Fonte https://qgfeminista.org/o-que-e-o-patriarcado/
As mulheres são vítimas de violência do próprio Direito Penal. O artigo analisado reforça o discurso patriarcal de submissão social e moral das mulheres, buscando operar como instrumento de controle institucional sobre o exercício da sexualidade feminina. As construções legais objetivam a manutenção desse controle penal sobre as mulheres, preservando as figuras da mulher honesta e da mulher prostituta para a proteção da estrutura patriarcal.
Nestes termos, se analisa que o sistema penal deveria adotar as diretrizes do discurso feminista, para não correr o risco de considerar a Constituição Federal apenas como um acessório jurídico, violando, abertamente, os seus fundamentos.
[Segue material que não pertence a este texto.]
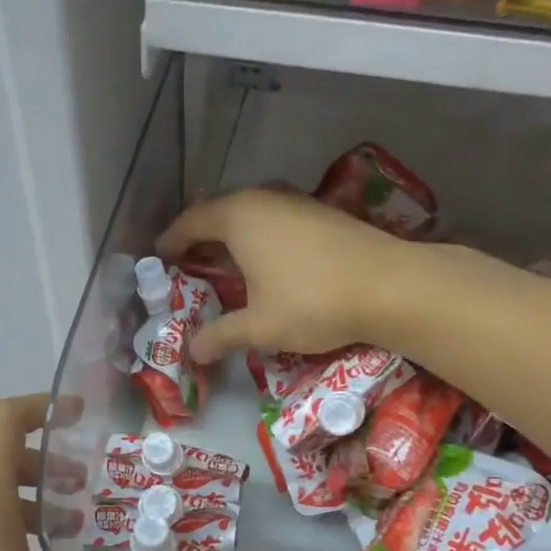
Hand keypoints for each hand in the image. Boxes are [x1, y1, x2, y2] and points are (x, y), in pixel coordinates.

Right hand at [158, 188, 416, 363]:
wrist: (391, 287)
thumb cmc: (313, 302)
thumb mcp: (260, 326)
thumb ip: (221, 335)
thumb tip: (194, 351)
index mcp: (238, 217)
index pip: (191, 221)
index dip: (171, 241)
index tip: (159, 258)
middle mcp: (263, 198)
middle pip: (219, 211)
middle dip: (200, 236)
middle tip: (188, 263)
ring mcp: (296, 202)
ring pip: (250, 213)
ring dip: (233, 235)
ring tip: (225, 263)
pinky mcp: (322, 213)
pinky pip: (275, 219)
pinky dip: (260, 236)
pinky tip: (268, 262)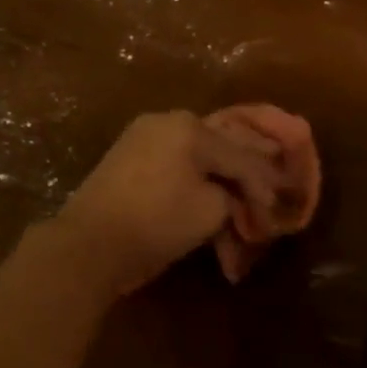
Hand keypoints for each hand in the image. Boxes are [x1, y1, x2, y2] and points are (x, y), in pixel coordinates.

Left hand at [53, 111, 283, 296]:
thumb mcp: (212, 210)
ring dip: (221, 180)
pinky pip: (175, 164)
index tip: (278, 209)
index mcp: (191, 127)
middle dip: (246, 175)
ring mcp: (143, 137)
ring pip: (198, 157)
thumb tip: (235, 194)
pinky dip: (195, 182)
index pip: (242, 156)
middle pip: (221, 148)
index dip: (264, 185)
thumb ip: (234, 193)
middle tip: (269, 193)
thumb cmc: (158, 222)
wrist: (88, 245)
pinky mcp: (128, 159)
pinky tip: (210, 195)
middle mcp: (167, 122)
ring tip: (240, 202)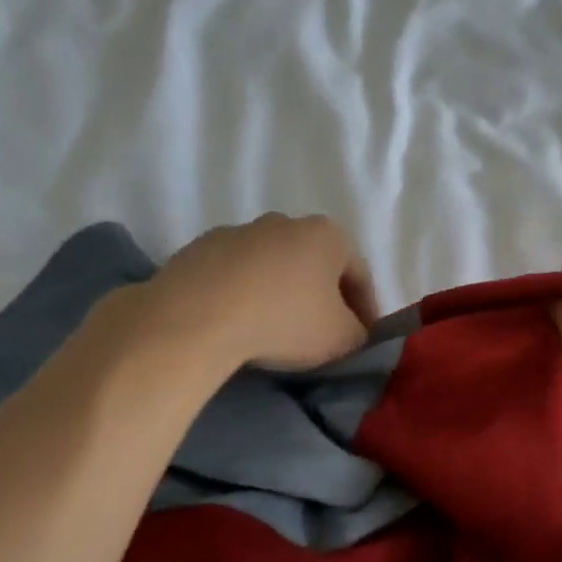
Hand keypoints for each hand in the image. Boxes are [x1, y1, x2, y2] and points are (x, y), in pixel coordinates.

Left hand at [137, 213, 379, 370]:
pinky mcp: (200, 248)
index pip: (360, 275)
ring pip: (273, 266)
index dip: (366, 310)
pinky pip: (235, 274)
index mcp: (328, 235)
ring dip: (280, 292)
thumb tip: (353, 331)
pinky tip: (238, 322)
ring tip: (275, 329)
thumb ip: (358, 333)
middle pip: (315, 264)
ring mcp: (240, 231)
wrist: (195, 316)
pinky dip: (243, 294)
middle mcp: (286, 222)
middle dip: (322, 296)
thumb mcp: (341, 338)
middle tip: (322, 333)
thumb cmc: (283, 320)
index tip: (363, 339)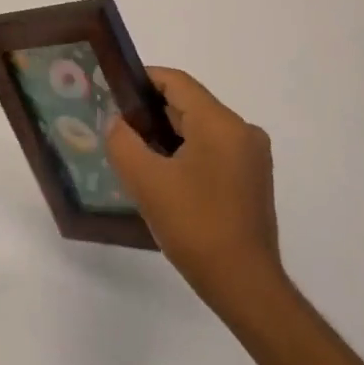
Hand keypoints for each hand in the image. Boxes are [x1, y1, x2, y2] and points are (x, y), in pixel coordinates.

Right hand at [106, 69, 287, 313]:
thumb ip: (123, 142)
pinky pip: (212, 150)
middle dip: (150, 112)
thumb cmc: (194, 226)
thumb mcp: (146, 181)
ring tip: (134, 154)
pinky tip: (162, 177)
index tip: (112, 91)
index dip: (141, 80)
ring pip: (199, 129)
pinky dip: (185, 153)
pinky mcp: (252, 178)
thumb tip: (119, 123)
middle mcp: (243, 130)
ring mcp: (251, 155)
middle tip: (116, 127)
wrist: (244, 284)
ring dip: (166, 136)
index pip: (176, 82)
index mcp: (221, 123)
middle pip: (188, 104)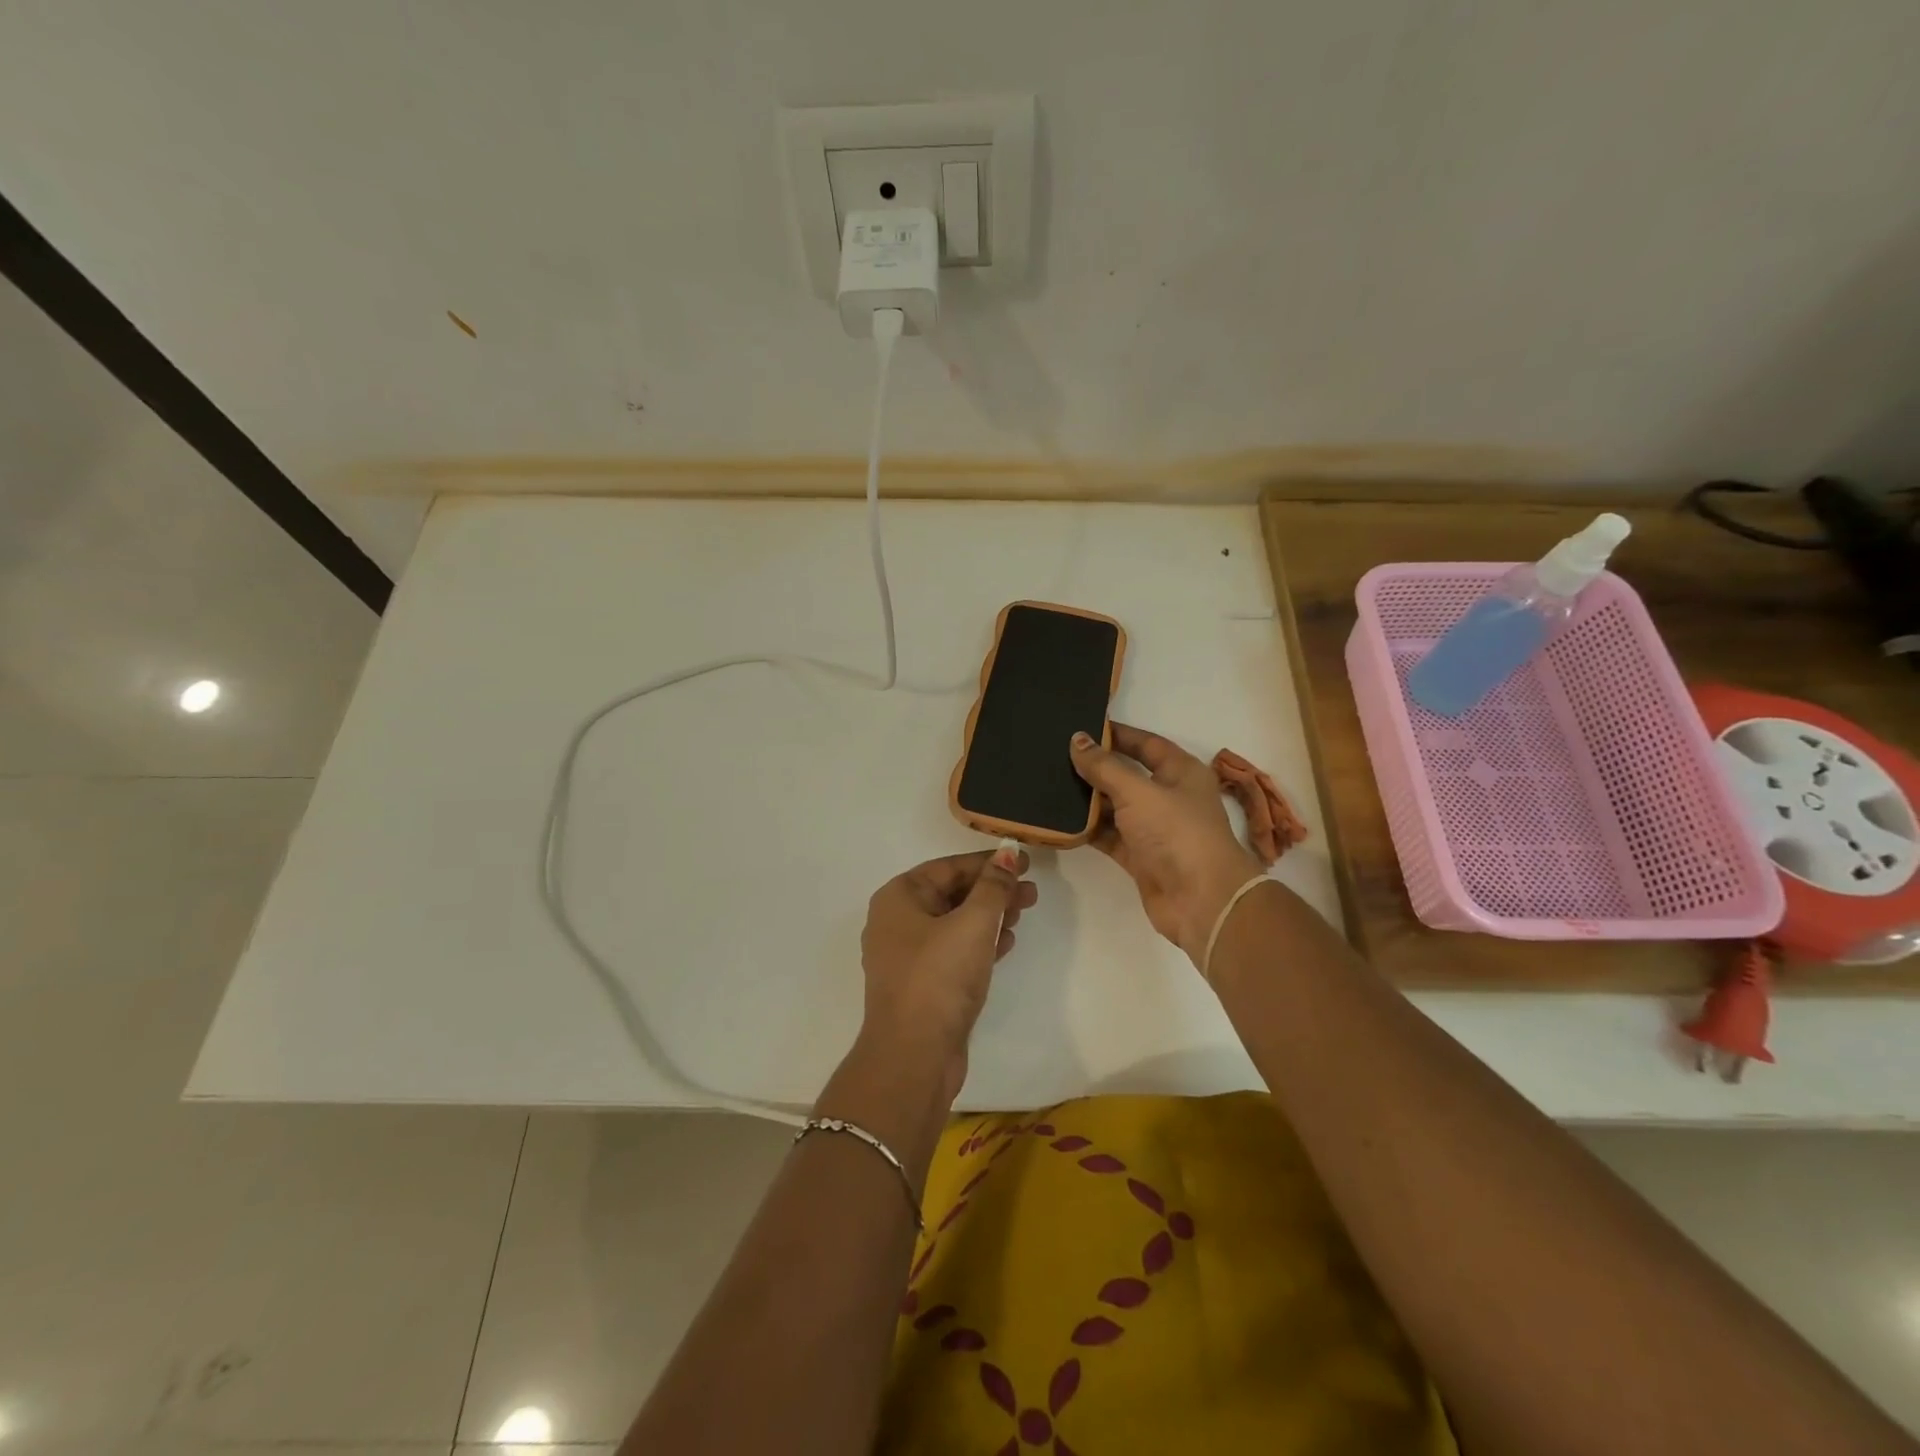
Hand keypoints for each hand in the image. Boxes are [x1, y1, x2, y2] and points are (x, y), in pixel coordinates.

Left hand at [857, 847, 1036, 1100]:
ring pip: (955, 923)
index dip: (988, 863)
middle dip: (992, 891)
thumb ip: (993, 886)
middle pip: (951, 893)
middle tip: (1031, 892)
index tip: (1023, 861)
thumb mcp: (973, 924)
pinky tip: (1006, 943)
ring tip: (1024, 913)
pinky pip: (954, 951)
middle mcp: (897, 922)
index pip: (948, 867)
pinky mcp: (922, 984)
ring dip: (990, 916)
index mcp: (898, 898)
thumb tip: (1007, 854)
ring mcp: (907, 956)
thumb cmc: (939, 978)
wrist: (913, 1056)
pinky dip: (980, 943)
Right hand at [1071, 724, 1264, 965]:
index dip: (1116, 734)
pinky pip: (1109, 836)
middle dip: (1095, 767)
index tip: (1082, 727)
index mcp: (1180, 772)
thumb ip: (1104, 766)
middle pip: (1127, 775)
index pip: (1145, 743)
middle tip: (1056, 756)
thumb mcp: (1137, 792)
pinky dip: (1088, 830)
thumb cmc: (1176, 833)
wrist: (1201, 900)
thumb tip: (1078, 739)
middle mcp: (1168, 796)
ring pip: (1115, 807)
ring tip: (1050, 784)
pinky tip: (1060, 821)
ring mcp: (1154, 828)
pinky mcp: (1140, 856)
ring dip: (1088, 800)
Assim, entende-se que a exclusão dos crimes considerados tipicamente femininos, pautados em preceitos que analisam o comportamento sexual, precisa ser realizada o quanto antes.
Notas
[1] Maniqueísta: concepção que revela dualidade entre o bem e mal, mediante princípios opostos.
[2] Art. 134 - Expor ou abandonar recém-nascido, para ocultar desonra própria: Pena detenção, de seis meses a dois anos. § 1º - Se do fato resulta lesão corporal de natureza grave: Pena detenção, de um a três anos. § 2º - Se resulta a morte: Pena detenção, de dois a seis anos.
[3] Sujeito ativo do delito é o indivíduo que comete o crime.
[4] Cesare Lombroso foi um médico psiquiatra e o principal fundador da Escola Positiva, responsável por inaugurar a etapa científica da criminologia no final do século XX. Lombroso desenvolveu a teoria do homem delinquente, buscando vincular as características físicas e psicológicas à criminalidade.
Referências Bibliográficas
ANGOTTI, Bruna. Entre as Leis da Ciência, do Estado e de Deus: o surgimento dos presídios femininos no Brasil. São Paulo: IBCCRIM, 2012. Disponível em: https://www.teses.usp.br/teses/disponiveis/8/8134/tde11062012145419/publico/2011_BrunaSoaresAngottiBatistaDeAndrade_VOrig.pdf.
BITENCOURT, Cezar Roberto. Tratado de Direito Penal: parte especial (arts. 121 a 154-B) – crimes contra a pessoa. Volume 02. Ed. 20. São Paulo: Saraiva Educação, 2020.
MARTINS, Simone. A mulher junto às criminologias: de degenerada à vítima, sempre sob controle sociopenal. Fractal: Revista de Psicologia, Rio de Janeiro, v. 21, n. 01. Janeiro 2009. Disponível em: https://www.scielo.br/scielo.php?pid=S1984-02922009000100009&script=sci_arttext.
SOUZA, Luciano Anderson de. Direito penal – parte especial. Volume 02. São Paulo: Thomson Reuters Brasil, 2019.